- **WORK ITEM**: Return every line below as is, leaving out the pictures.

--------------------------------

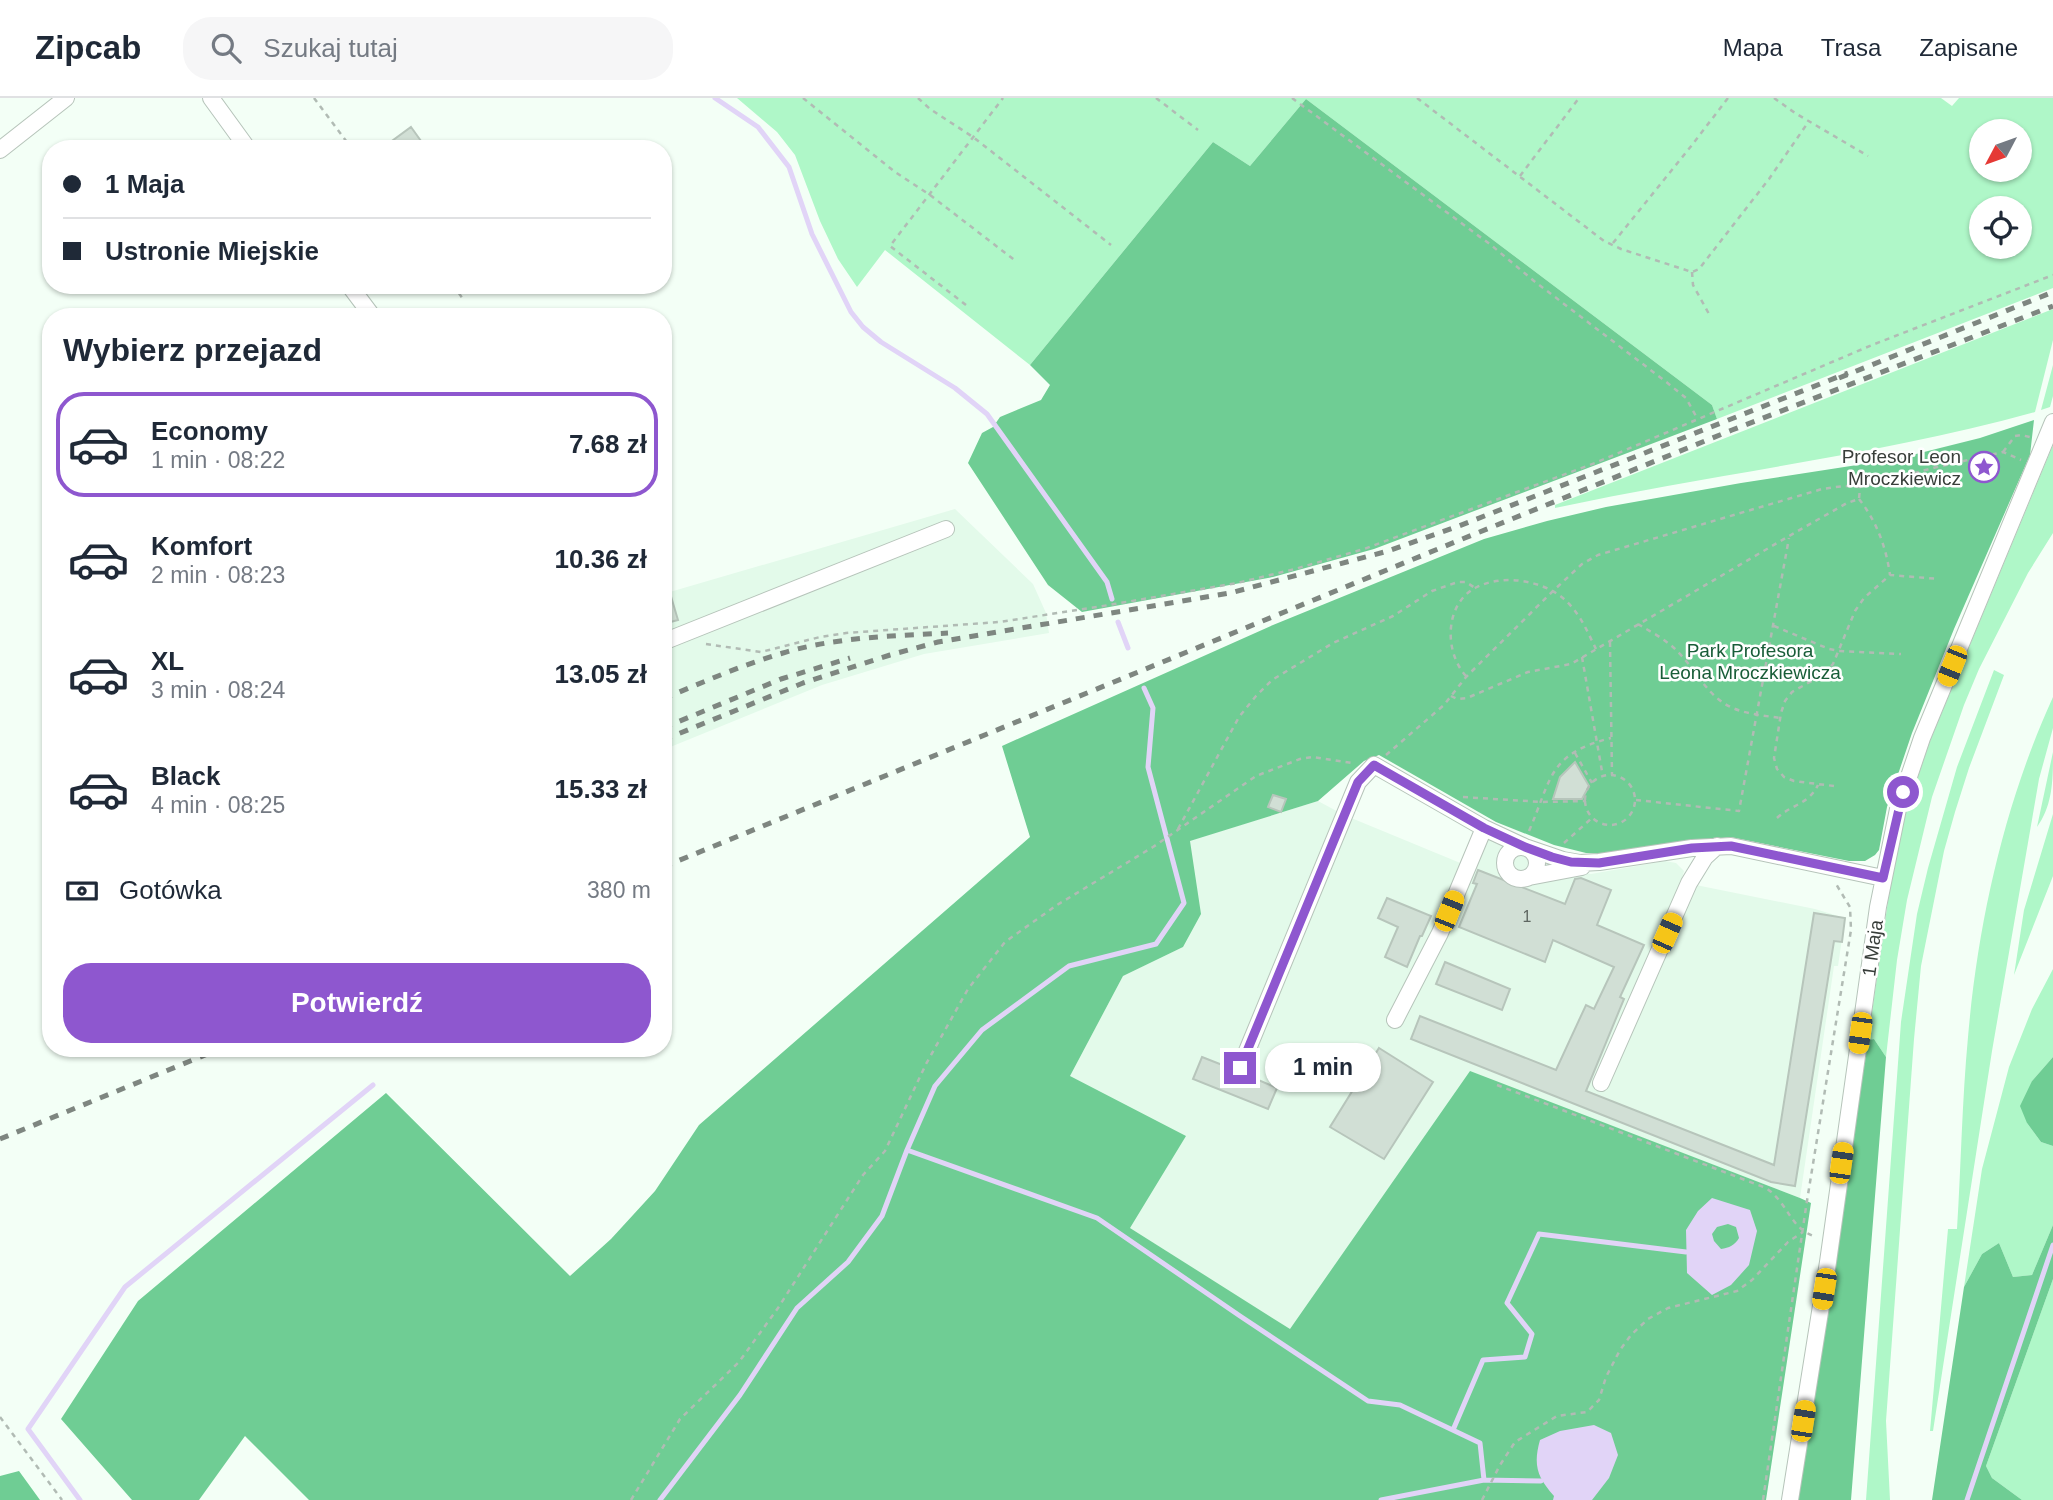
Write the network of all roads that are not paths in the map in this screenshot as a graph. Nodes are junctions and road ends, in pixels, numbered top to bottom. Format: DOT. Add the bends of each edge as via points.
graph roads {
  1 [pos="66,98"];
  2 [pos="211,98"];
  3 [pos="241,140"];
  4 [pos="0,150"];
  5 [pos="2053,422"];
  6 [pos="946,529"];
  7 [pos="672,639"];
  8 [pos="1484,828"];
  9 [pos="1717,846"];
  10 [pos="1525,847"];
  11 [pos="1608,861"];
  12 [pos="1529,877"];
  13 [pos="1883,878"];
  14 [pos="1395,1020"];
  15 [pos="1240,1068"];
  16 [pos="1601,1083"];
  17 [pos="1790,1500"];
  1 -- 4 [label="street"];
  2 -- 3 [label="street"];
  5 -- 13 [label="street, 1 Maja" via="1922,738 1898,810"];
  6 -- 7 [label="street"];
  8 -- 10 [label="street"];
  8 -- 14 [label="street" via="1440,933"];
  8 -- 15 [label="street" via="1374,765 1358,782"];
  9 -- 11 [label="street"];
  9 -- 13 [label="street"];
  9 -- 16 [label="street" via="1689,883"];
  10 -- 11 [label="street" via="1580,863"];
  10 -- 12 [label="street" via="1534,853 1537,864"];
  10 -- 12 [label="street" via="1510,850 1504,865 1513,878"];
  11 -- 12 [label="street"];
  13 -- 17 [label="street, 1 Maja"];
}
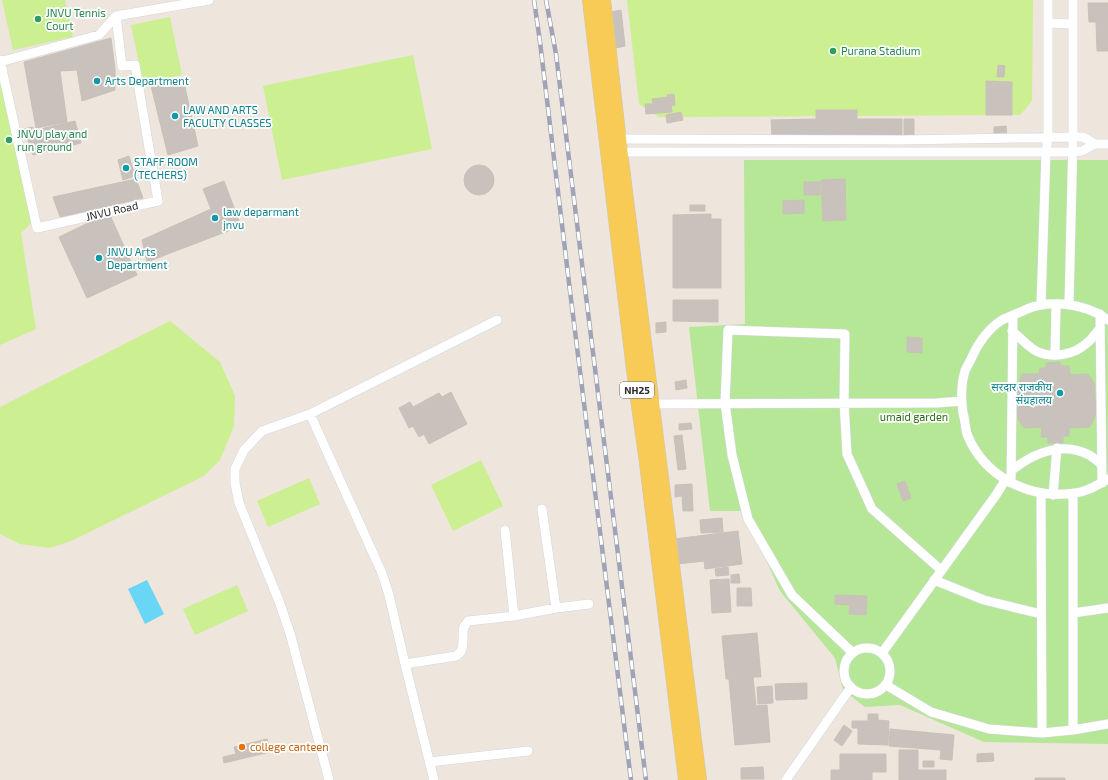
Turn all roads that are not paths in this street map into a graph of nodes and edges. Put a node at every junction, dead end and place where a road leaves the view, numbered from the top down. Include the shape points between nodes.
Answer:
1 (209, 0) edge
2 (590, 0) edge
3 (603, 0) edge
4 (1048, 0) edge
5 (1073, 0) edge
6 (116, 16) junction
7 (1049, 23) junction
8 (1072, 24) junction
9 (0, 61) edge
10 (1073, 137) junction
11 (1048, 138) junction
12 (1095, 144) junction
13 (1108, 144) edge
14 (613, 146) junction
15 (1046, 152) junction
16 (1072, 152) junction
17 (1056, 304) junction
18 (1041, 305) junction
19 (1069, 305) junction
20 (1100, 314) junction
21 (1012, 316) junction
22 (497, 320) dead end
23 (1108, 320) edge
24 (1100, 328) junction
25 (1012, 331) junction
26 (1055, 355) junction
27 (962, 401) junction
28 (844, 402) junction
29 (725, 403) junction
30 (651, 404) junction
31 (310, 414) junction
32 (1057, 448) junction
33 (1101, 464) junction
34 (1011, 470) junction
35 (1008, 481) junction
36 (1105, 481) edge
37 (1040, 493) junction
38 (1073, 494) junction
39 (1054, 495) junction
40 (542, 509) dead end
41 (505, 530) dead end
42 (941, 570) junction
43 (934, 580) junction
44 (589, 604) dead end
45 (556, 608) junction
46 (1108, 608) edge
47 (1073, 613) junction
48 (1041, 614) junction
49 (514, 616) junction
50 (853, 653) junction
51 (882, 653) junction
52 (405, 664) junction
53 (886, 685) junction
54 (851, 688) junction
55 (1108, 724) edge
56 (1073, 730) junction
57 (1042, 733) junction
58 (528, 751) dead end
59 (429, 762) junction
60 (329, 780) edge
61 (434, 780) edge
62 (686, 780) edge
63 (699, 780) edge
64 (786, 780) edge

1 - 6 street
2 - 14 main road, NH25
3 - 14 main road, NH25
4 - 7 street
5 - 8 street
6 - 9 street via 99,35
6 - 9 street, JNVU Road via 122,66 135,65 158,201 37,228
7 - 8 street
7 - 11 street
8 - 10 street
10 - 11 street
10 - 12 street via 1083,137
10 - 16 street
11 - 14 street
11 - 15 street
12 - 13 street
12 - 16 street via 1082,151
14 - 15 street
14 - 30 main road, NH25
14 - 62 main road, NH25
15 - 16 street
15 - 18 street
16 - 19 street
17 - 18 street
17 - 19 street
17 - 26 street
18 - 21 street
19 - 20 street
20 - 23 street
20 - 24 street
21 - 25 street
21 - 27 street via 1002,320 976,347 965,371
22 - 31 street
24 - 26 street via 1081,348 1065,355
24 - 33 street
25 - 26 street via 1036,351
25 - 34 street
27 - 28 street
27 - 35 street via 967,432 974,449 988,467
28 - 29 street
28 - 29 street via 845,334 728,330
28 - 42 street via 847,454 872,509
29 - 30 street
29 - 50 street via 732,455 748,520 792,595
30 - 63 main road, NH25
31 - 52 street via 382,573
31 - 60 street via 262,431 244,450 236,469 235,483 239,503 290,633
32 - 33 street via 1089,455
32 - 34 street via 1030,458
32 - 39 street
33 - 36 street
34 - 35 street
35 - 37 street
35 - 42 street
36 - 38 street
37 - 39 street
37 - 48 street
38 - 39 street
38 - 47 street
40 - 45 street
41 - 49 street
42 - 43 street
43 - 48 street via 984,600
43 - 51 street
44 - 45 street
45 - 49 street
46 - 47 street
47 - 56 street
48 - 57 street
49 - 52 street via 468,621 464,627 460,654
50 - 51 street via 868,648
50 - 54 street via 845,667 845,677
51 - 53 street via 890,667
52 - 59 street
53 - 54 street via 880,691 868,694 859,693
53 - 57 street via 931,712 989,730
54 - 64 street
55 - 56 street
56 - 57 street
58 - 59 street
59 - 61 street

--------------------------------

- **EXERCISE RESULT**:
Write the network of all roads that are not paths in the map in this screenshot as a graph. Nodes are junctions and road ends, in pixels, numbered top to bottom. Format: DOT. Add the bends of each edge as via points.
graph roads {
  1 [pos="66,98"];
  2 [pos="211,98"];
  3 [pos="241,140"];
  4 [pos="0,150"];
  5 [pos="2053,422"];
  6 [pos="946,529"];
  7 [pos="672,639"];
  8 [pos="1484,828"];
  9 [pos="1717,846"];
  10 [pos="1525,847"];
  11 [pos="1608,861"];
  12 [pos="1529,877"];
  13 [pos="1883,878"];
  14 [pos="1395,1020"];
  15 [pos="1240,1068"];
  16 [pos="1601,1083"];
  17 [pos="1790,1500"];
  1 -- 4 [label="street"];
  2 -- 3 [label="street"];
  5 -- 13 [label="street, 1 Maja" via="1922,738 1898,810"];
  6 -- 7 [label="street"];
  8 -- 10 [label="street"];
  8 -- 14 [label="street" via="1440,933"];
  8 -- 15 [label="street" via="1374,765 1358,782"];
  9 -- 11 [label="street"];
  9 -- 13 [label="street"];
  9 -- 16 [label="street" via="1689,883"];
  10 -- 11 [label="street" via="1580,863"];
  10 -- 12 [label="street" via="1534,853 1537,864"];
  10 -- 12 [label="street" via="1510,850 1504,865 1513,878"];
  11 -- 12 [label="street"];
  13 -- 17 [label="street, 1 Maja"];
}
Turn all roads that are not paths in this street map into a graph of nodes and edges. Put a node at every junction, dead end and place where a road leaves the view, numbered from the top down. Include the shape points between nodes.
Answer:
1 (209, 0) edge
2 (590, 0) edge
3 (603, 0) edge
4 (1048, 0) edge
5 (1073, 0) edge
6 (116, 16) junction
7 (1049, 23) junction
8 (1072, 24) junction
9 (0, 61) edge
10 (1073, 137) junction
11 (1048, 138) junction
12 (1095, 144) junction
13 (1108, 144) edge
14 (613, 146) junction
15 (1046, 152) junction
16 (1072, 152) junction
17 (1056, 304) junction
18 (1041, 305) junction
19 (1069, 305) junction
20 (1100, 314) junction
21 (1012, 316) junction
22 (497, 320) dead end
23 (1108, 320) edge
24 (1100, 328) junction
25 (1012, 331) junction
26 (1055, 355) junction
27 (962, 401) junction
28 (844, 402) junction
29 (725, 403) junction
30 (651, 404) junction
31 (310, 414) junction
32 (1057, 448) junction
33 (1101, 464) junction
34 (1011, 470) junction
35 (1008, 481) junction
36 (1105, 481) edge
37 (1040, 493) junction
38 (1073, 494) junction
39 (1054, 495) junction
40 (542, 509) dead end
41 (505, 530) dead end
42 (941, 570) junction
43 (934, 580) junction
44 (589, 604) dead end
45 (556, 608) junction
46 (1108, 608) edge
47 (1073, 613) junction
48 (1041, 614) junction
49 (514, 616) junction
50 (853, 653) junction
51 (882, 653) junction
52 (405, 664) junction
53 (886, 685) junction
54 (851, 688) junction
55 (1108, 724) edge
56 (1073, 730) junction
57 (1042, 733) junction
58 (528, 751) dead end
59 (429, 762) junction
60 (329, 780) edge
61 (434, 780) edge
62 (686, 780) edge
63 (699, 780) edge
64 (786, 780) edge

1 - 6 street
2 - 14 main road, NH25
3 - 14 main road, NH25
4 - 7 street
5 - 8 street
6 - 9 street via 99,35
6 - 9 street, JNVU Road via 122,66 135,65 158,201 37,228
7 - 8 street
7 - 11 street
8 - 10 street
10 - 11 street
10 - 12 street via 1083,137
10 - 16 street
11 - 14 street
11 - 15 street
12 - 13 street
12 - 16 street via 1082,151
14 - 15 street
14 - 30 main road, NH25
14 - 62 main road, NH25
15 - 16 street
15 - 18 street
16 - 19 street
17 - 18 street
17 - 19 street
17 - 26 street
18 - 21 street
19 - 20 street
20 - 23 street
20 - 24 street
21 - 25 street
21 - 27 street via 1002,320 976,347 965,371
22 - 31 street
24 - 26 street via 1081,348 1065,355
24 - 33 street
25 - 26 street via 1036,351
25 - 34 street
27 - 28 street
27 - 35 street via 967,432 974,449 988,467
28 - 29 street
28 - 29 street via 845,334 728,330
28 - 42 street via 847,454 872,509
29 - 30 street
29 - 50 street via 732,455 748,520 792,595
30 - 63 main road, NH25
31 - 52 street via 382,573
31 - 60 street via 262,431 244,450 236,469 235,483 239,503 290,633
32 - 33 street via 1089,455
32 - 34 street via 1030,458
32 - 39 street
33 - 36 street
34 - 35 street
35 - 37 street
35 - 42 street
36 - 38 street
37 - 39 street
37 - 48 street
38 - 39 street
38 - 47 street
40 - 45 street
41 - 49 street
42 - 43 street
43 - 48 street via 984,600
43 - 51 street
44 - 45 street
45 - 49 street
46 - 47 street
47 - 56 street
48 - 57 street
49 - 52 street via 468,621 464,627 460,654
50 - 51 street via 868,648
50 - 54 street via 845,667 845,677
51 - 53 street via 890,667
52 - 59 street
53 - 54 street via 880,691 868,694 859,693
53 - 57 street via 931,712 989,730
54 - 64 street
55 - 56 street
56 - 57 street
58 - 59 street
59 - 61 street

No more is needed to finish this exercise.